Non mi basta più la consapevolezza che una sconfitta è temporanea, mentre il rimpianto è per sempre, tutto questo è vero, ma sta nel “pensiero“; dalla mia pancia e dal mio cuore – oggi ed in questo luogo - che cosa mi sta realmente arrivando?
Sensazione di soffocamento, fame di aria o, più semplicemente, paura di inadeguatezza rispetto a qualcosa che forse avrei potuto fare un tempo ma che ora ritengo non essere più in grado di ( o in tempo a ) fare?
Mi fermo un attimo cercando di entrare in contatto con quello che c’è in questo momento: ricorrendo alla modalità di esplorazione che più mi appartiene visualizzo di essere scivolata in basso, in una specie di grotta e, vincendo ( con fatica ) l’istinto dell’evitamento, provo a restarci e a respirarci dentro.
Non occupo molto spazio, ma sento che l’ambiente intorno a me è stretto.
Un masso avanza verso di me, realizzo che chiuderà l’apertura, ma osservo come il suo cammino non sia poi così veloce e calcolo che potrei fermarlo.
Sono lucida e rifletto che se il masso chiudesse l’apertura, non sarei, comunque, in pericolo, perché il mio spazio vitale non sarebbe toccato.

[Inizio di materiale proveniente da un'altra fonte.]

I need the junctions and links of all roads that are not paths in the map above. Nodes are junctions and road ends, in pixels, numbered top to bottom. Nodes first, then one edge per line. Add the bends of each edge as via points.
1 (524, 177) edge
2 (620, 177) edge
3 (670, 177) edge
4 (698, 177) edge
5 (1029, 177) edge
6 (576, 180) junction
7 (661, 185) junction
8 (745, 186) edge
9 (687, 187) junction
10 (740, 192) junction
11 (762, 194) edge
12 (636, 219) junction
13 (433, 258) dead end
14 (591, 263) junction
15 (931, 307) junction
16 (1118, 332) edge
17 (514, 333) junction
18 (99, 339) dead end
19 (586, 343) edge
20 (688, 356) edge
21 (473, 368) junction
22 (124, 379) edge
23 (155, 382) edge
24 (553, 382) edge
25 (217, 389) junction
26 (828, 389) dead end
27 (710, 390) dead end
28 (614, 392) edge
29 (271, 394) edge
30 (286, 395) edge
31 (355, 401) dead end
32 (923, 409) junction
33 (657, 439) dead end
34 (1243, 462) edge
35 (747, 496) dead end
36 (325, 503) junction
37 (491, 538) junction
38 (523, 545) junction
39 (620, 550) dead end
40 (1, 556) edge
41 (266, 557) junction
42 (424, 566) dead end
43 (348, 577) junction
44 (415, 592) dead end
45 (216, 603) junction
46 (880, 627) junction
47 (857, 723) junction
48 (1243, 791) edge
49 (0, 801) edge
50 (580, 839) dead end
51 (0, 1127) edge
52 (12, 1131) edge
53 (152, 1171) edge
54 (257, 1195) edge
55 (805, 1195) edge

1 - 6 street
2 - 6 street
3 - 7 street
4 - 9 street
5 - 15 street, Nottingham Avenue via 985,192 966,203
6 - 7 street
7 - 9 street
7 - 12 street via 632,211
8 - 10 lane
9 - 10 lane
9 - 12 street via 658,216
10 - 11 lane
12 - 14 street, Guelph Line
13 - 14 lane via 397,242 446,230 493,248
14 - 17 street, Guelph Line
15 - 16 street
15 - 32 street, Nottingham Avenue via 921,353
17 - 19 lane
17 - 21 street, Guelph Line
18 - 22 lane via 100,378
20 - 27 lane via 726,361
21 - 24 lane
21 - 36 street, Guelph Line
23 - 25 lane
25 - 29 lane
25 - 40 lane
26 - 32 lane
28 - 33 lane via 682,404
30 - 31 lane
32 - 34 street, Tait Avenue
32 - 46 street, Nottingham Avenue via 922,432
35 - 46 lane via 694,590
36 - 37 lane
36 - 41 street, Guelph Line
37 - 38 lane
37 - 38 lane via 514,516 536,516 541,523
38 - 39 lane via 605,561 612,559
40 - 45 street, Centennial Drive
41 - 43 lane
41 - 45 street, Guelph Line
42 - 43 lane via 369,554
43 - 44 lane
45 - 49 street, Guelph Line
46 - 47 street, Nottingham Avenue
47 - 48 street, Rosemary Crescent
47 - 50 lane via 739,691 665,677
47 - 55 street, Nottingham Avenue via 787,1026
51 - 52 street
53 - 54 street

Penso, quindi, che potrei anche “ accontentarmi” di questo spazio, zona per me sufficiente, tutto sommato confortevole.
Avverto, tuttavia, che fuori c’è dell’altro e che questo “ altro “ potrebbe farmi stare meglio: inutile continuare a girarci intorno”: sento che mi manca qualcosa.
Nasciamo liberi, la possibilità di un’alternativa al nostro comfort esiste sempre, si chiama sfida.
Oggi mi interessa poco quello che avrei potuto/voluto fare un tempo.
Vivere nell’”avrei potuto “… significa fuggire dalla realtà che è solo ed esclusivamente quella del qui ed ora.
Ciò che importa è quanto si possa fare/essere ora…io, chi leggerà queste righe…chiunque.
Difficoltà del e nel percorso? Probabilmente.
Strada impervia, ma nel cammino mi ( ci ) assiste e muove una forza che spinge alla ricerca di un equilibrio.
La motivazione indirizza alla conquista del nostro vero sé, facendo percepire il piacere di stare nella sfida accolta, anche a prescindere dalle “catene“ dei risultati, dai ceppi che ci soffocano e che permettiamo sempre che ci vengano imposti.
Respirare nel flusso di una decisione ragionata, consapevole, ma soprattutto propria, questa - credo e sento - la vera conquista che oggi, pur nelle difficoltà della sua realizzazione, mi rende serena, perchè - finalmente - presente, capace di avvertire la luce oltre il vecchio confine.